Task item: Count every line in the following entries where the word "stream" appears. Give the count alone.

Supplied entries:
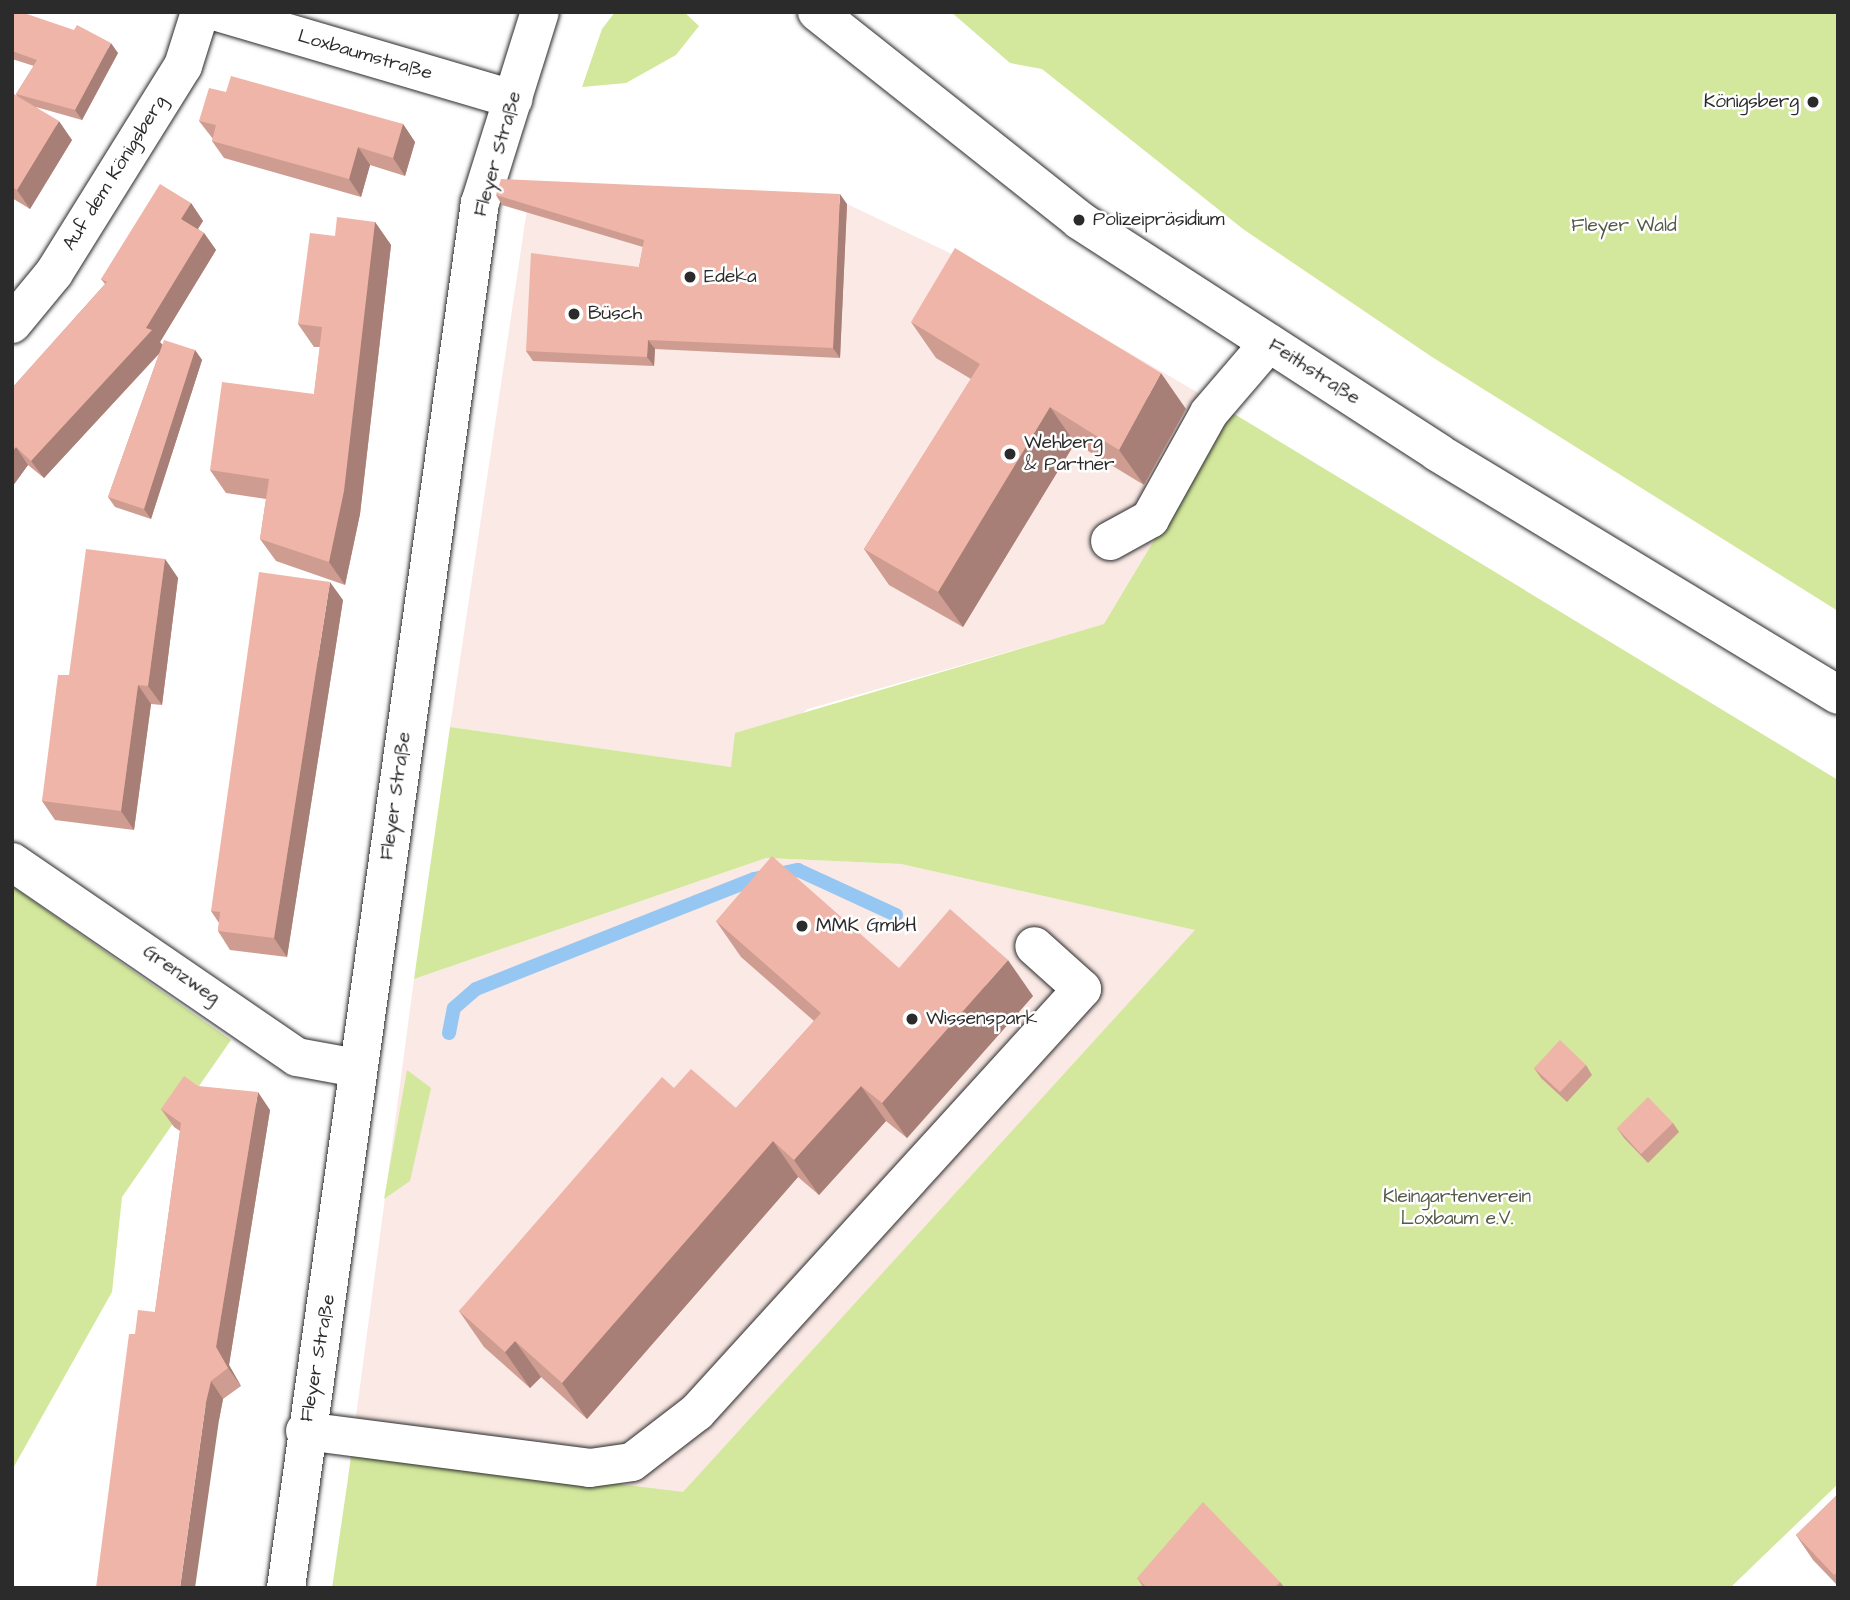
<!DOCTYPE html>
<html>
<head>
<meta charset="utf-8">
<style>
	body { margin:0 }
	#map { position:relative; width:1850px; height:1600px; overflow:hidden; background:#fff; font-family:"Architects Daughter",sans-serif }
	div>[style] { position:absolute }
	.built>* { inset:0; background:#fae9e5 }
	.green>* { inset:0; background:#d3e89c }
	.stream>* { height:14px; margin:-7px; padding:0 7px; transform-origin:7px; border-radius:7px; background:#96c7f2 }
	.roads { filter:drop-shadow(0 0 2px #2b2b2b) drop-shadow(0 0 2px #2b2b2b) }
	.minor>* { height:38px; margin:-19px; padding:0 19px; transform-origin:19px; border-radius:19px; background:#fff }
	.major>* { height:38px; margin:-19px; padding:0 19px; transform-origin:19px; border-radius:19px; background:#fff }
	.wall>* { inset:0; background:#ce9c90 }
	.shaded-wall>* { inset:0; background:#a77f76 }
	.building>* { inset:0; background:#efb5a8 }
	.dots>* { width:19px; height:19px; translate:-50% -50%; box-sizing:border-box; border:4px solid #fff; border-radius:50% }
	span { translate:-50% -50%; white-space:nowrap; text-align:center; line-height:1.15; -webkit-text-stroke:5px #fff; paint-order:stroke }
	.street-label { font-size:19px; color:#2b2b2b }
	.poi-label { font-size:19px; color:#2b2b2b }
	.right { translate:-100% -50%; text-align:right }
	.left { translate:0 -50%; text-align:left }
	.park-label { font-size:19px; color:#555a47 }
	.frame { position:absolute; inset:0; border:14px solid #2b2b2b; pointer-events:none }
</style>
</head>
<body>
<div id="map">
	<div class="built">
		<div style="clip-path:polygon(530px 189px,847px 204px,996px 275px,1231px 412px,1105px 624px,808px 709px,731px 767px,450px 727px)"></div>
		<div style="clip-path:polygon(766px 858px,901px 864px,1196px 930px,651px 1528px,348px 1477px,414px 979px)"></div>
	</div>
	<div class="green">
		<div style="clip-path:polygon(615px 12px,684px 12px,699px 26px,676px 55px,626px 83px,582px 87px,602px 29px)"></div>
		<div style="clip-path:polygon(951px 12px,1838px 12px,1838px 611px,1432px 357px,1243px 229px,1042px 69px,1010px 63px)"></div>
		<div style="clip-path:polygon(1231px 412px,1838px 780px,1838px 1484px,1730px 1588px,332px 1588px,352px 1451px,683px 1492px,1195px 930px,901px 864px,766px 858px,414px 979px,450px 727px,731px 767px,735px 733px,1104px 624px)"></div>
		<div style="clip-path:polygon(12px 886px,231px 1040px,122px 1197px,112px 1292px,12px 1470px)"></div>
		<div style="clip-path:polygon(407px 1070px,431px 1088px,410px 1181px,384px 1199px)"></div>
	</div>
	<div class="stream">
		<div style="left:449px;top:1033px;width:25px;rotate:-79deg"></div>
		<div style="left:454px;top:1008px;width:29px;rotate:-41deg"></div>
		<div style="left:476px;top:989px;width:299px;rotate:-21.6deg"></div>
		<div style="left:754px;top:879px;width:45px;rotate:-11.6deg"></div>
		<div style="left:798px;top:870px;width:108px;rotate:24.7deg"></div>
	</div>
	<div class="roads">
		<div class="minor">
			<div style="left:217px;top:12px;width:309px;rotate:16.4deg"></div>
			<div style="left:12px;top:324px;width:66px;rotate:-50.5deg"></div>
			<div style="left:54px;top:273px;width:244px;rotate:-58.1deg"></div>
			<div style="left:183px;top:66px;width:57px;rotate:-72.5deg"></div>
			<div style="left:1110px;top:541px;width:46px;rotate:-28.8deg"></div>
			<div style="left:1150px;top:519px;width:121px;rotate:-60.9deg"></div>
			<div style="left:1209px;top:413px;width:92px;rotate:-49.4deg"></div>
			<div style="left:12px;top:862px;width:345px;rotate:34.4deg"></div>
			<div style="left:297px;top:1057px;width:61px;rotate:10.4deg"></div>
			<div style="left:305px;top:1431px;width:287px;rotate:7.4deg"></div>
			<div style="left:590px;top:1468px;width:42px;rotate:-8.1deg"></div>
			<div style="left:632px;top:1462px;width:82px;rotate:-37.6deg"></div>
			<div style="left:697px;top:1412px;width:572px;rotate:-47.69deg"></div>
			<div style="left:1082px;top:989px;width:64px;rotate:-138.1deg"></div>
			<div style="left:286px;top:1588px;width:1399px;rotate:-82.03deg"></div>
			<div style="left:480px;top:203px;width:200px;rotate:-72.6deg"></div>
		</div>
		<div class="major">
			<div style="left:817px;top:12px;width:335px;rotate:38.4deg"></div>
			<div style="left:1079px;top:220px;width:427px;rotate:32.9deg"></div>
			<div style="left:1437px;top:452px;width:469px;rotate:31.2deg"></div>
		</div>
	</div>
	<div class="wall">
		<div style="clip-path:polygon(12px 12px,118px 53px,82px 120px,36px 107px,72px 140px,30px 209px,12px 198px,12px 93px,17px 96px,16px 94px,34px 66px,12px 59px)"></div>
		<div style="clip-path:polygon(226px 92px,403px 124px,415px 142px,405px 176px,370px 165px,361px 197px,224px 158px,212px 141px,213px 139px,199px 121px)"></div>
		<div style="clip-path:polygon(496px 195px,847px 204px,840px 358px,655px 349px,654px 366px,533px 361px,526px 351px,639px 267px,643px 247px,502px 205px)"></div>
		<div style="clip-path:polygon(191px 203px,203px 221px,198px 229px,204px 233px,216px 250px,160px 342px,162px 344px,195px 350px,202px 360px,151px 519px,115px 507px,108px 497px,159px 354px,44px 478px,28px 465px,12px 487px,12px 388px,105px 284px,101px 279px)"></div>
		<div style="clip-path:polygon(375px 222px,391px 245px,360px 514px,345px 585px,276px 561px,260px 539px,266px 499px,226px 493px,210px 470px,314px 394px,320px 347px,314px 347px,298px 324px,335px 236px)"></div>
		<div style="clip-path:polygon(911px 322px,1186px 409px,1144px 485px,1075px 443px,963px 627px,889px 585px,864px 549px,971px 379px,936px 358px)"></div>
		<div style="clip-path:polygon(165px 559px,178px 578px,162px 705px,151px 704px,134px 830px,55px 820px,42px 801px,69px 675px)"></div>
		<div style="clip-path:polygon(343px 600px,287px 957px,230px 950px,218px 931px,219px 923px,211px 911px)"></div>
		<div style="clip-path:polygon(716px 921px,899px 968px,1033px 996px,907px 1138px,886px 1121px,819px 1195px,798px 1177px,587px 1419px,541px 1377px,530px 1388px,484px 1347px,459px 1311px,674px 1088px,736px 1108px,814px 1021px,741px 957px)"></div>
		<div style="clip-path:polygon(1586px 1065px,1592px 1075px,1567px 1102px,1541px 1078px,1534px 1068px)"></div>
		<div style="clip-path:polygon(198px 1086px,270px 1110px,229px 1365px,241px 1386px,223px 1399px,219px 1420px,135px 1334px,155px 1312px,180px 1131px,174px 1127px,161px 1109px)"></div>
		<div style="clip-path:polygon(1673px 1123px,1679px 1132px,1648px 1163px,1624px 1138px,1617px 1128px)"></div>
		<div style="clip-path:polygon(1838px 1494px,1838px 1586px,1813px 1560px,1796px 1535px)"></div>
		<div style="clip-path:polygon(1137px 1578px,1280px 1582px,1285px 1588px,1144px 1588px)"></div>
	</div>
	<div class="shaded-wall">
		<div style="clip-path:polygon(111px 43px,118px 53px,82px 120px,75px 110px)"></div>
		<div style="clip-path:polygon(59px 121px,72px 140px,30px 209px,17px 190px)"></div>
		<div style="clip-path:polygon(403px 124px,415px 142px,405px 176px,393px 158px)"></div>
		<div style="clip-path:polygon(358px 147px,370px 165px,361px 197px,349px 179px)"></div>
		<div style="clip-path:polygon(840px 194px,847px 204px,840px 358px,833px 348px)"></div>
		<div style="clip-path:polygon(191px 203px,203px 221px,193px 236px,181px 219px)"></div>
		<div style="clip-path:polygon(375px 222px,391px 245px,360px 514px,345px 585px,329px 562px)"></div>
		<div style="clip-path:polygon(204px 233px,216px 250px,160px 342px,164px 348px,44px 478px,31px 461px)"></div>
		<div style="clip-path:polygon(648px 340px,655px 349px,654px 366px,647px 357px)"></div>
		<div style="clip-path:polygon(195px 350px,202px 360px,151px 519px,144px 509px)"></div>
		<div style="clip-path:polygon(1161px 373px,1186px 409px,1144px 485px,1119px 450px)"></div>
		<div style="clip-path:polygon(1050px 407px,1075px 443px,963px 627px,938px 592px)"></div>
		<div style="clip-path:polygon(16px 447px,28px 465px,12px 487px,12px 452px)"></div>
		<div style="clip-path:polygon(165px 559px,178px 578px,162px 705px,148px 686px)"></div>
		<div style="clip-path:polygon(330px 582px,343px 600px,287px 957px,274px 938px)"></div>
		<div style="clip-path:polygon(138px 685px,151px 704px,134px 830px,121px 811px)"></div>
		<div style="clip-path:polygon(1008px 960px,1033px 996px,907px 1138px,882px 1103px)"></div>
		<div style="clip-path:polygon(861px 1086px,886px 1121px,819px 1195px,794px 1160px)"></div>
		<div style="clip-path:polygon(258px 1092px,270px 1110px,229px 1365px,241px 1386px,228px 1368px,216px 1347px)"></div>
		<div style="clip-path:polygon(773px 1141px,798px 1177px,587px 1419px,562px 1383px)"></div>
		<div style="clip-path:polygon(515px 1341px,541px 1377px,530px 1388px,505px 1352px)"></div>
		<div style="clip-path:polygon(211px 1381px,223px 1399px,219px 1420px,195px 1588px,180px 1588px,206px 1402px)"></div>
	</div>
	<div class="building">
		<div style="clip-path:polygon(12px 12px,21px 12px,74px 30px,77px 25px,111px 43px,75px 110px,16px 94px,37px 60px,12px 51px)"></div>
		<div style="clip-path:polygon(231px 76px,403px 124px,393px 158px,358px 147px,349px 179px,212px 141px,216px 125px,199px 121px,209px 88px,226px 92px)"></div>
		<div style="clip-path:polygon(12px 93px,59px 121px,17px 190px,12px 187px)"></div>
		<div style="clip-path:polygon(501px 179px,840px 194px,833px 348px,648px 340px,647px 357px,526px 351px,531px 253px,639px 267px,644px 240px,496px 195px)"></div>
		<div style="clip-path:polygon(160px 184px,191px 203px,181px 219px,204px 233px,146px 328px,152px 330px,31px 461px,16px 447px,12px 452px,12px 388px,107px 282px,101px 279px)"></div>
		<div style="clip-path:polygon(337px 217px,375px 222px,344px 491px,329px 562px,260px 539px,269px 479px,210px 470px,222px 382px,314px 394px,322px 327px,298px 324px,310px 233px,335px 236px)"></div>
		<div style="clip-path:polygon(955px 248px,1161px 373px,1119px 450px,1050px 407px,938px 592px,864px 549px,980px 364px,911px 322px)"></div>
		<div style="clip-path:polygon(164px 340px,195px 350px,144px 509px,108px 497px)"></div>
		<div style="clip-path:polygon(86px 549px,165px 559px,148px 686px,138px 685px,121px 811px,42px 801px,58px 675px,69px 675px)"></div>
		<div style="clip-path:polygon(259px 572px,330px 582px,274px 938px,218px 931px,220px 912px,211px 911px)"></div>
		<div style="clip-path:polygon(772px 856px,899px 968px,950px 909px,1008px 960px,882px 1103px,861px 1086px,794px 1160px,773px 1141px,562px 1383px,515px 1341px,505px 1352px,459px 1311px,662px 1077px,674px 1088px,691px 1069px,736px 1108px,821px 1013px,716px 921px)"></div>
		<div style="clip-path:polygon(1560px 1040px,1586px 1065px,1560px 1092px,1534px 1068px)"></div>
		<div style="clip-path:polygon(184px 1076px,198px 1086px,258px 1092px,216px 1347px,228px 1368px,211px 1381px,206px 1402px,180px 1588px,96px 1588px,129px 1334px,135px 1334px,138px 1310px,155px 1312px,181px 1123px,161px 1109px)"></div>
		<div style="clip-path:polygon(1648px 1097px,1673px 1123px,1641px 1154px,1617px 1128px)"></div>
		<div style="clip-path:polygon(1838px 1494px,1838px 1572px,1834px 1575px,1796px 1535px)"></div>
		<div style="clip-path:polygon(1203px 1502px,1280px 1582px,1274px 1588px,1147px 1588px,1137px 1578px)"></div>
	</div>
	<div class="dots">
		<div style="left:1813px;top:102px;background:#2b2b2b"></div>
		<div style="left:1079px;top:220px;background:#2b2b2b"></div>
		<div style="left:690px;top:277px;background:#2b2b2b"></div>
		<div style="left:574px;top:314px;background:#2b2b2b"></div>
		<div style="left:1010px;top:454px;background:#2b2b2b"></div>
		<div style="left:802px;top:926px;background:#2b2b2b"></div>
		<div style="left:912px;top:1019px;background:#2b2b2b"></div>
	</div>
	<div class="street-label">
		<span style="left:365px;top:55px;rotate:16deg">Loxbaumstraße</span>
		<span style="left:498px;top:154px;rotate:-74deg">Fleyer Straße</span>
		<span style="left:115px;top:173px;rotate:-58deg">Auf dem Königsberg</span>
		<span style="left:1314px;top:372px;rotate:33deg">Feithstraße</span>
		<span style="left:396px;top:796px;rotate:-82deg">Fleyer Straße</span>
		<span style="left:181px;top:975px;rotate:35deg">Grenzweg</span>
		<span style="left:318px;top:1358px;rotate:-80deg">Fleyer Straße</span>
	</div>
	<div class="poi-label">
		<span class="right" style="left:1799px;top:102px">Königsberg</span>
		<span class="left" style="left:1093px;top:220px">Polizeipräsidium</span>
		<span class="left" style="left:704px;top:277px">Edeka</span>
		<span class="left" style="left:588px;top:314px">Büsch</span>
		<span class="left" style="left:1024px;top:454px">Wehberg<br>&amp; Partner</span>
		<span class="left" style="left:816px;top:926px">MMK GmbH</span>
		<span class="left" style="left:926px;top:1019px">Wissenspark</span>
	</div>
	<div class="park-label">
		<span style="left:1624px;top:226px">Fleyer Wald</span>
		<span style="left:1457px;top:1208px">Kleingartenverein<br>Loxbaum e.V.</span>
	</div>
	<div class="frame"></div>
</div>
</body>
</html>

Answer area: 2